We are taught throughout the Bible, to honor our father and mother (see Eph. 6:1-3). In saying to intreat him like a father, the apostle Paul is saying, to respect or value him for his old age. The word ‘presbuteros’, is used in these two verses translated as “elders” for a male as well as for a female “elder women”.  Not only that, but the context is comparing “elders” with “younger”.

Some teach that rebuke not an elder refers to a pastor or leader in the church, but the fact that the context of the passage speaks of “elder women” should tell them it’s not referring to a pastor but people of age.

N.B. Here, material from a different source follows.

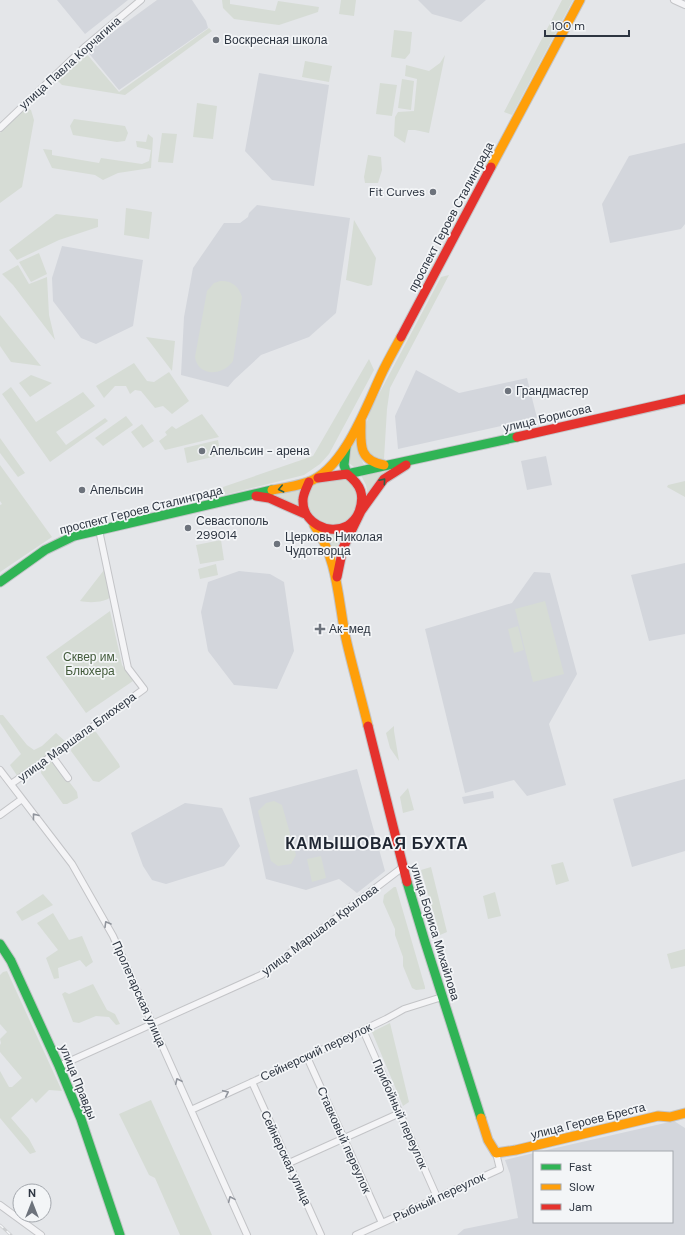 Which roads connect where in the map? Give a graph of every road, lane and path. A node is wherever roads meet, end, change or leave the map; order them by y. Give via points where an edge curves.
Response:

The following commentaries & articles can helps us understand better this bible passage of 1 Timothy 5.

Rebuke not an elder:

Though the Bible uses the term elder in various contexts, it should be obvious to the honest Bible student that here it indicates an older gentleman. In 1 Timothy 5:1, the elder is contrasted with the younger men . It is then contrasted with the elder women in 1 Timothy 5:2. The issue is respect. The scripture is not teaching that believers can never question the actions of an older man, but indicates that the method of this questioning is of the utmost importance. An elder is not to be rebuked, but he can be intreated “as a father.” To intreat a person is to plead with or ask them earnestly. It is an approach of respect, and it is the method by which the Lord demands an elder be approached.

Andrew Ray,

Paul and his readers were aware of the spiritual sense in which Christians were related to one another as brothers and sisters. Continuing the same tone and concern from earlier in the epistle, Paul discusses how Timothy should relate to people of different ages and genders. The instruction grows directly out of the problem Timothy is having with the older elders and out of Paul’s concern that Timothy be on guard against the other problems evident in the Ephesian church. Timothy must treat all believers as members of the same family of God—fathers and mothers, brothers and sisters.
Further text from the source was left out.